Determination of the probability densities in the archaeal OC using NPS

The X-ray structure of the archaeal RNA polymerase of S. shibatae (pdb file: 2WAQ37) was used as a reference frame for the position calculation. Moreover, the volume occupied in the crystal structure was used as a restriction for the possible positions of the dye molecules. We assumed zero probability density within an already occupied volume, which was the volume of the protein shrunk by 5 Å to account for uncertainties in the x-ray structure, and equal probability density elsewhere in order to calculate the ADM prior.

The global NPS method28, software freely available at http://www.uni-ulm.de/nawi/nawi-biophys/software.html) was then applied using the available X-ray structures, the measured FRET efficiencies and Bayesian parameter estimation. As a result we obtained the three dimensional probability density function for the positions (+7), (-1), (-5), (-7), (-10), (-12), (-14), (-18), (-24), (-30) and (-37) on the ntDNA strand, as well as the positions of residue S71 of TBP and residue G262 of TFB. From this we calculated the smallest volumes that enclose a certain probability, so-called credible volumes. The surface of the credible volumes was displayed by using the interactive visualisation program UCSF Chimera which was also used for displaying all structural data52. All credible volumes shown in the paper are calculated at 68 % probability. For more details see Methods.

Determination of the isotropic Förster radius and anisotropies

For each donor-acceptor pair the isotropic Förster radius R0iso was determined using standard procedures 53. First, the quantum yield of the donor sample was determined using Rhodamine 101 dissolved in ethanol as a standard (QY = 91,5 %)54 (Supplementary Table 2).

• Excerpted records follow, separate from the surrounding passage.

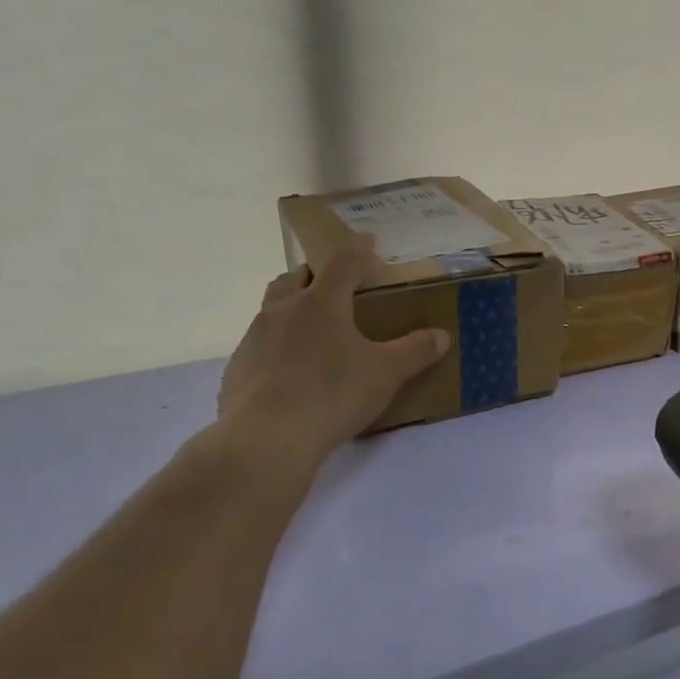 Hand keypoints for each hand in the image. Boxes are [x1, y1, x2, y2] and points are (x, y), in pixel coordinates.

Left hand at [217, 241, 450, 457]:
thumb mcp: (386, 373)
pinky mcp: (238, 368)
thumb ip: (415, 351)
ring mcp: (254, 338)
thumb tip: (441, 335)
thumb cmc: (332, 394)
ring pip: (272, 309)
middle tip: (333, 287)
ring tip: (313, 332)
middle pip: (295, 278)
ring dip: (291, 309)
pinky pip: (260, 346)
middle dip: (314, 275)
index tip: (368, 240)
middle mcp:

The ntDNA positions (+7), (-1), (-5), (-7), (-10), (-12), (-14), (-18), (-24), (-30) and (-37) were labelled either with the donor dye Cy3B or 6-TAMRA, residue S71 of TBP was labelled with the dye Alexa555 and residue G262 of TFB was labelled with the dye DyLight550.

Second, overlap integrals were calculated from recorded donor emission spectra (528 to 700 nm with an excitation wavelength of 523 nm) and acceptor absorption spectra (400 to 700 nm). Together with the refractive index (n = 1.35) and the orientation factor (κ2 = 2/3) the isotropic Förster radii R0iso were determined for all the different donors and Alexa647 as acceptor (Supplementary Table 2).

In order to account for uncertainties in the Förster distance due to orientation effects we then measured the steady state fluorescence anisotropies of the donor and acceptor dyes for all attachment sites using a steady state fluorescence spectrometer (Edinburgh Instruments F900) (Supplementary Table 2). Both, isotropic Förster distances as well as fluorescence anisotropies were used as prior information in the global NPS analysis28.

Uncertainty in the position of dye molecules attached to known positions

Satellite dye molecules (SDMs) were attached to known positions within the archaeal polymerase using flexible linkers. While the attachment point is known from the x-ray structure of the archaeal polymerase of S. shibatae (pdb file: 2WAQ37), the precise location of the dye molecule is not. For the NPS analysis we therefore calculated the volume that is sterically accessible to the dye molecules, given the point of attachment, size of the dye molecule and the linker length24. To this end, the SDMs were approximated by a sphere of diameter ddye and linked to the protein complexes by flexible linkers of dimensions Llinker and dlinker (Supplementary Table 3). We assume each SDM position within this accessible volume equally probable (Supplementary Figure 4).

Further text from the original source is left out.